Over the last 4 years we’ve been propagandized by publicly funded broadcasting about the virtues of eating insects. While venture capital firms pour money into an industry producing product nobody wants to eat, one has to wonder: what is the purpose behind this push?

In 2022 I directed the film NITROGEN 2000 which documents the ruthless campaign against the Dutch farmers, perpetrated by a combination of government agencies, political parties, NGOs and the media. Their objective is nothing less than to forcibly buy out half of the farmers of Holland. It is important to note that Holland, despite its small size, is the second largest exporter of food in the world, after the United States.

Considering that small farmers own 70% of the country's land, that comes to no less than 35% of the territory of Holland that is slated for nationalization, to be made into a "no go" zone. The entire policy is being pushed by half a dozen NGOs, which themselves are funded by the government. Once the land is acquired by the government, those same NGOs become the custodians of the land. It is a clever scheme, in which no money is put down yet total control is obtained.

Now who could be behind an operation with that level of sophistication and coordination between NGOs, media and government? This narrows the list of potential suspects.

This radical affront to property rights in the Netherlands is unprecedented, especially in a country like Holland, well known for her penchant for free trade. This liberal attitude gave rise to the economic successes she experienced from 1588 to 1672 with the Dutch East India Company, on up to today, when Holland is known for its sophisticated intellectual property laws and its business and trade-oriented people.

The proposed forced purchase of half the Dutch farmers' land reminds us of Stalin’s war on Ukraine's peasant farmers (kulaks), a connection which I make in the film NITROGEN 2000. Stalin saw the farmers as a threat because of their economic self-sufficiency.
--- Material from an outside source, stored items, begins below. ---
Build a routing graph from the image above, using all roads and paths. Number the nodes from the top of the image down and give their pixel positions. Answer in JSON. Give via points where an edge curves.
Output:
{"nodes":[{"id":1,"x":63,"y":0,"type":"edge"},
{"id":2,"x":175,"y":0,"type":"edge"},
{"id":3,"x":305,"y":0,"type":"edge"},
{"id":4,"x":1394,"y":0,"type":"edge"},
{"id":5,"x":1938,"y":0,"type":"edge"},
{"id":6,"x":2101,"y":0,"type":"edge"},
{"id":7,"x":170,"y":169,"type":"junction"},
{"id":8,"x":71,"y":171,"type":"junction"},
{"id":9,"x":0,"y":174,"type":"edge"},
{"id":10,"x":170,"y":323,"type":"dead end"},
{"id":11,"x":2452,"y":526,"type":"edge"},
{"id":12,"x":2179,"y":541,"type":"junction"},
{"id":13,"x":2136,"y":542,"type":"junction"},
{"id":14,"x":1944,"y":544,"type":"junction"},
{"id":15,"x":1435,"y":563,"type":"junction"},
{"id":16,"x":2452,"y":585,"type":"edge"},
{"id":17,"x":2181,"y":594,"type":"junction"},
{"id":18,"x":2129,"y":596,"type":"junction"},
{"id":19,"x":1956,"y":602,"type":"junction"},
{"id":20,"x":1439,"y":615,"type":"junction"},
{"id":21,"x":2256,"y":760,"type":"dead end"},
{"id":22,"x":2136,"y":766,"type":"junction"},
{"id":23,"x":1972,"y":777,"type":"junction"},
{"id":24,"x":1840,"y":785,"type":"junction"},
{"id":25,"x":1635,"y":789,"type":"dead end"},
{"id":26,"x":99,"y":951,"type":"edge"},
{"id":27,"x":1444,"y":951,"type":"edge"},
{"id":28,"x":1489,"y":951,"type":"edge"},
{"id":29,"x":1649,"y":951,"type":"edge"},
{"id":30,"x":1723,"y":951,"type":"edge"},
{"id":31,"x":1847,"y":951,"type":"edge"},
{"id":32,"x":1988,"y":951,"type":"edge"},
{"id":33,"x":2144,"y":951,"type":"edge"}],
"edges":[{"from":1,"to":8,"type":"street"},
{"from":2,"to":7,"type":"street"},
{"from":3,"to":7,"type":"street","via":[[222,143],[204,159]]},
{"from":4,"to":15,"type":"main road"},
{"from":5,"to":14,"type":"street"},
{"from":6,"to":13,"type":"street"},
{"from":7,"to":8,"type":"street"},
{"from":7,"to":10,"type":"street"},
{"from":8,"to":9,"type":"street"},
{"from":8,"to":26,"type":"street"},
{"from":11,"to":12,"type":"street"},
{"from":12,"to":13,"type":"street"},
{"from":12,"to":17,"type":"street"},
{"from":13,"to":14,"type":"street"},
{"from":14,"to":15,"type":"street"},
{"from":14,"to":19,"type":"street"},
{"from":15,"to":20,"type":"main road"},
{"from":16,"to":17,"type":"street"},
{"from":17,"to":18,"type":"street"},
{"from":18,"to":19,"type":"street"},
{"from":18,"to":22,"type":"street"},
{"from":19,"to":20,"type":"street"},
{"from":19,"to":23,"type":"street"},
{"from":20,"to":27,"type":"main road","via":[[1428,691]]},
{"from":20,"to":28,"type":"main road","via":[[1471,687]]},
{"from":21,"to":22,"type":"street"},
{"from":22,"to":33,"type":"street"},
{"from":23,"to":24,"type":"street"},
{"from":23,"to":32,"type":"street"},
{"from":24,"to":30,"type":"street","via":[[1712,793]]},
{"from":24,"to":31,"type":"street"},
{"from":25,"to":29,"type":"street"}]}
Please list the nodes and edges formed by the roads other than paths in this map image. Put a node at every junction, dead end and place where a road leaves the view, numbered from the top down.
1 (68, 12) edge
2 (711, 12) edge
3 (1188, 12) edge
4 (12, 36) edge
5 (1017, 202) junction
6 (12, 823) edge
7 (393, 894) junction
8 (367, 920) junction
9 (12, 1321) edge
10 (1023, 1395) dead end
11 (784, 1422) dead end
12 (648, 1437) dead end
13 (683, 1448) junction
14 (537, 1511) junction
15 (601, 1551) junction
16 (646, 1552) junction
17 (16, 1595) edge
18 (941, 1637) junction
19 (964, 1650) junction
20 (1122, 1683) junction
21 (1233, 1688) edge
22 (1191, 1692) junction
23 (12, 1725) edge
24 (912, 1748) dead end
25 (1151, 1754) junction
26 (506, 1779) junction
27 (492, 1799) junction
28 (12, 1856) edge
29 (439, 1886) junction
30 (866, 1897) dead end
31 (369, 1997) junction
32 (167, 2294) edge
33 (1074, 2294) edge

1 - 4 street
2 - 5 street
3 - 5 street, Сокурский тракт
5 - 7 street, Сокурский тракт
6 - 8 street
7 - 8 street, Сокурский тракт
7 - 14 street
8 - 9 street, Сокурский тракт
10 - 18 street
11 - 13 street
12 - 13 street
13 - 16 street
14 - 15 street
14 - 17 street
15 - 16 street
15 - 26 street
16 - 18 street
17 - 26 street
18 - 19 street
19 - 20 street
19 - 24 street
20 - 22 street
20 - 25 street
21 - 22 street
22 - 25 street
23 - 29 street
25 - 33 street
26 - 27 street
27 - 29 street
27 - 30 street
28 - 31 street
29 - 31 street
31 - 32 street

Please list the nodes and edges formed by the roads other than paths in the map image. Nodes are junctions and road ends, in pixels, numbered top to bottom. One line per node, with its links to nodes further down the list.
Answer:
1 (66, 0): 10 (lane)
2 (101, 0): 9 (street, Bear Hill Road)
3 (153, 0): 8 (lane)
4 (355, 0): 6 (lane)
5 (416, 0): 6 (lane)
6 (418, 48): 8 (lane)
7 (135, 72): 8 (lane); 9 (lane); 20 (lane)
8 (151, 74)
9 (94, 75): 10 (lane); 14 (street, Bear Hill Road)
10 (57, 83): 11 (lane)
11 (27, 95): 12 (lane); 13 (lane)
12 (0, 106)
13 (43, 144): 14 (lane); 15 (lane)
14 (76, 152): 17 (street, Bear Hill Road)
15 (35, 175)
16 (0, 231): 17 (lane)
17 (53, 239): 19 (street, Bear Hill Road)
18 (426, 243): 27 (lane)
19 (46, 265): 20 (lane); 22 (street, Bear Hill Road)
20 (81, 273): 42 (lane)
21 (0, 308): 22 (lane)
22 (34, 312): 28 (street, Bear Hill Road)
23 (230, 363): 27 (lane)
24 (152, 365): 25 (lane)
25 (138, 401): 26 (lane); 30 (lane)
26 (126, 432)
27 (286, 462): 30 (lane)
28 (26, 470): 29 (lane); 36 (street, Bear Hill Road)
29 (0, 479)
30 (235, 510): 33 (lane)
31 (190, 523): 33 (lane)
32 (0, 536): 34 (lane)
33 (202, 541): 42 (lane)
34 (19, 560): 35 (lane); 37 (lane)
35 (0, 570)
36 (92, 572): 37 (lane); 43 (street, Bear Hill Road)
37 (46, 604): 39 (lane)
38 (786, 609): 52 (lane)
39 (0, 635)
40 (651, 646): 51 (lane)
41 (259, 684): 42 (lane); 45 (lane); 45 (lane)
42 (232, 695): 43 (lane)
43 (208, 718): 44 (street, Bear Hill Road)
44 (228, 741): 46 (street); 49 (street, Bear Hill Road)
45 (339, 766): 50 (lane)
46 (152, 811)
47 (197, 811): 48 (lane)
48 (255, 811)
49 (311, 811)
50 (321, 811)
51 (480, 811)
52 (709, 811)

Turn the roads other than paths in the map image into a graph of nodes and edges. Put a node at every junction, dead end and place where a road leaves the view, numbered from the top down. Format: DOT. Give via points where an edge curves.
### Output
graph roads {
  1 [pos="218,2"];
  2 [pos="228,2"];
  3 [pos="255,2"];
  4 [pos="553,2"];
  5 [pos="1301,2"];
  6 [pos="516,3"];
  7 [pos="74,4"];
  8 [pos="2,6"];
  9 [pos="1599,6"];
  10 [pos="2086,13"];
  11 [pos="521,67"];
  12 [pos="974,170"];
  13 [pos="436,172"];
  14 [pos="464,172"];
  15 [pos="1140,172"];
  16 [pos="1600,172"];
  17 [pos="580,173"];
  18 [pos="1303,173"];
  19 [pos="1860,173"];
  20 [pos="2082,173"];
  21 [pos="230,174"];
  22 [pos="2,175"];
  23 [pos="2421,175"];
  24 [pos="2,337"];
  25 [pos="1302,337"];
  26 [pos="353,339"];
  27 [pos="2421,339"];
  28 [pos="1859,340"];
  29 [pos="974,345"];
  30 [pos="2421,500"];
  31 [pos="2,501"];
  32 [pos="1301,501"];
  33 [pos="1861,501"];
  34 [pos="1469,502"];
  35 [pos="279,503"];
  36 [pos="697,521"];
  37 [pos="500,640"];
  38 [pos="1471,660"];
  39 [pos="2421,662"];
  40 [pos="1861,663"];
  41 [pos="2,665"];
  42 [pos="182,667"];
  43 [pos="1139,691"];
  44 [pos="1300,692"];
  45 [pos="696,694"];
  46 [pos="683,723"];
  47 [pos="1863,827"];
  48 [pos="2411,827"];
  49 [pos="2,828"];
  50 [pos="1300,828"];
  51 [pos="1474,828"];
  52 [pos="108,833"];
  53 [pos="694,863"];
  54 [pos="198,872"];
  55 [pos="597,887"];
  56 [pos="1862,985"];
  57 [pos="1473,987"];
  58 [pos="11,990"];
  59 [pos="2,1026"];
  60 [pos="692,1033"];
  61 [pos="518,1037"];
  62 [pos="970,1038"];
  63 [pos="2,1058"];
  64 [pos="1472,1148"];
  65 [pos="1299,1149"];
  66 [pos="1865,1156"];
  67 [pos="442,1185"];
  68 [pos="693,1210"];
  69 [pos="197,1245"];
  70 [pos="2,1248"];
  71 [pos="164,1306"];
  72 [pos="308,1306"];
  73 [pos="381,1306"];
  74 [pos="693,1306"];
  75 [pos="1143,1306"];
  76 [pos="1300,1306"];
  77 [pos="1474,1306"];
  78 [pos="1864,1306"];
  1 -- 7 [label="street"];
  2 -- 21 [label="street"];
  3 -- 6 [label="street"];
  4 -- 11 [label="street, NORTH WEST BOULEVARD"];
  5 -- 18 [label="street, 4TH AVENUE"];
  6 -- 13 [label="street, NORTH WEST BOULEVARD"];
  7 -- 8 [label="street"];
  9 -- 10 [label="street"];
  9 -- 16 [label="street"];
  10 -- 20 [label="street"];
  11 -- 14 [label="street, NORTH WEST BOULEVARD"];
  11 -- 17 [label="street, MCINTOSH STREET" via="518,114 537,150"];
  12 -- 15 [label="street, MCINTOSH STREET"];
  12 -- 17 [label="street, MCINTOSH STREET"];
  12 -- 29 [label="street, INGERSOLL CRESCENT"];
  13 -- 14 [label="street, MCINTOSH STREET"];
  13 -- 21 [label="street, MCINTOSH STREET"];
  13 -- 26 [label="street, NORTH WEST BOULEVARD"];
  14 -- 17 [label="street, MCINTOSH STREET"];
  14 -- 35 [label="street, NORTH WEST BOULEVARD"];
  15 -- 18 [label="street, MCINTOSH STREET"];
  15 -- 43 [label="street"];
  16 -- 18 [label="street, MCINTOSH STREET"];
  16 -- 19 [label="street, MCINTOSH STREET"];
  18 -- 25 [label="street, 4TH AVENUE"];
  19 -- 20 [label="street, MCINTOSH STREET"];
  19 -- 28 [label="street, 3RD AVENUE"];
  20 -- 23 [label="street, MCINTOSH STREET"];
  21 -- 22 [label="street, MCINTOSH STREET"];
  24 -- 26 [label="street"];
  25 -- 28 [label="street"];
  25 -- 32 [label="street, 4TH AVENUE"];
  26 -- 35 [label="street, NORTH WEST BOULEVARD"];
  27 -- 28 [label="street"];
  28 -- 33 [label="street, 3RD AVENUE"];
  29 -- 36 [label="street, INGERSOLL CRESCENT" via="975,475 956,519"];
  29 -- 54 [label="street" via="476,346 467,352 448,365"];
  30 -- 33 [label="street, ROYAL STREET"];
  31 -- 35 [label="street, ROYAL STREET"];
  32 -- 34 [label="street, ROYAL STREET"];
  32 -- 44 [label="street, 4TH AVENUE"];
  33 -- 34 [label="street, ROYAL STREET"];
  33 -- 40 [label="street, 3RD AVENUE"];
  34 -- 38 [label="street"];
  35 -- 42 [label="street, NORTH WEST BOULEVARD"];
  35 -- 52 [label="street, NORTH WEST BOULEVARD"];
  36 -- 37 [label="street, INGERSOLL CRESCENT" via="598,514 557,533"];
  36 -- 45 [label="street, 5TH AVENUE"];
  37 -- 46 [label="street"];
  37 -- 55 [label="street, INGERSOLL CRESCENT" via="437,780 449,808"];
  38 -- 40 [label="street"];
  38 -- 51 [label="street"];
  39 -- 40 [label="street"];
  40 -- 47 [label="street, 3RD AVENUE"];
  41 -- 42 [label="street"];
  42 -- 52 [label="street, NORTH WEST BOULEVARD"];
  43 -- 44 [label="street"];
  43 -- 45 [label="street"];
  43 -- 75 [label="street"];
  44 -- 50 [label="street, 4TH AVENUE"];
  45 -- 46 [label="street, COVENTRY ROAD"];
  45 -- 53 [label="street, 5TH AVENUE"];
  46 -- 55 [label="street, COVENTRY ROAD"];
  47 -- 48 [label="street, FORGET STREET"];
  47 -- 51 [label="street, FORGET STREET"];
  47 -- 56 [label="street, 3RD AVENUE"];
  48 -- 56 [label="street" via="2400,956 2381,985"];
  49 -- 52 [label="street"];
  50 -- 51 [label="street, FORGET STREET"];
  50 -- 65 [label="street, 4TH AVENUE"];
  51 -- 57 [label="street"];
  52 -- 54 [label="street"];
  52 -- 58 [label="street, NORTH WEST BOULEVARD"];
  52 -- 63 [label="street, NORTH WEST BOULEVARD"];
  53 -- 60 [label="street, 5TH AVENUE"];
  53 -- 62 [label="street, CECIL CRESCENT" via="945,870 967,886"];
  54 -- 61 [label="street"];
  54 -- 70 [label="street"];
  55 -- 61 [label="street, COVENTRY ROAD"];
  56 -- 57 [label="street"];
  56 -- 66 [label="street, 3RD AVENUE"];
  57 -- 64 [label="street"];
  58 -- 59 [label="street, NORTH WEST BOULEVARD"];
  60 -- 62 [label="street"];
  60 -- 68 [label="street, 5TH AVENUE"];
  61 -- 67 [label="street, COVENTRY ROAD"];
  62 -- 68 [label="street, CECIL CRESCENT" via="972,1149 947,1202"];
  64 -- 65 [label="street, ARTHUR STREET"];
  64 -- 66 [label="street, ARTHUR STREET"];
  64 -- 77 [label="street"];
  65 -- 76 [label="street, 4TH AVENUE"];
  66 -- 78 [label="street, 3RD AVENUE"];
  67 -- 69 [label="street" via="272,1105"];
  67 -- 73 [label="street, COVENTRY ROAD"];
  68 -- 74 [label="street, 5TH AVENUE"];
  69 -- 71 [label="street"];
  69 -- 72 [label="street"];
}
He ramped up the pressure on them until finally he confiscated the land, overtaxed the peasants and caused a widespread famine and millions of deaths.

Many see what is happening now to the Dutch farmers as a simply a new chapter of a similar agenda unfolding under a different name. Going back a century, one finds that the biggest international banking concerns financed the Russian Revolution from London and New York and created a model of total control for the population of Russia.

A distaste for free trade and preference for totalitarianism and an all-consuming push for global control seems insane to the average person. “Why would the biggest capitalists fund socialism?” many ask. Perhaps it isn’t any longer about money, but total control.

We must understand that what is happening to the Dutch farmers is just a piece of the larger story of the restructuring of the global food industry. During the lockdowns of 2020, when the food industry faced devastating losses due to supply chain disruptions caused by “public health” measures, the world’s largest private asset companies went on a buying spree consolidating the industry. A left-leaning research group called ETC Group wrote a comprehensive report documenting this, called "Food Barons 2022," which documents the controlling interest that firms like Blackrock purchased in each sector of the food industry. Bill Gates also went on a farmland buying spree.

With the declining quality of food being produced by larger and large conglomerates, the impression I get is that real food, high quality, nutritious food is going to become more and more costly.

My warning is to be vigilant. I think we must keep a cool head and know the tactics of our opponent. We can expect a continuing rise in food prices and a continuation of lower quality and synthetic substitutes.

The problem we face is that sophisticated oligarchs are using their influence to manipulate costs and reduce the profit margins of farmers via complex regulatory schemes. We must dismantle the counterproductive regulatory burdens farmers face to again provide high quality food for the public.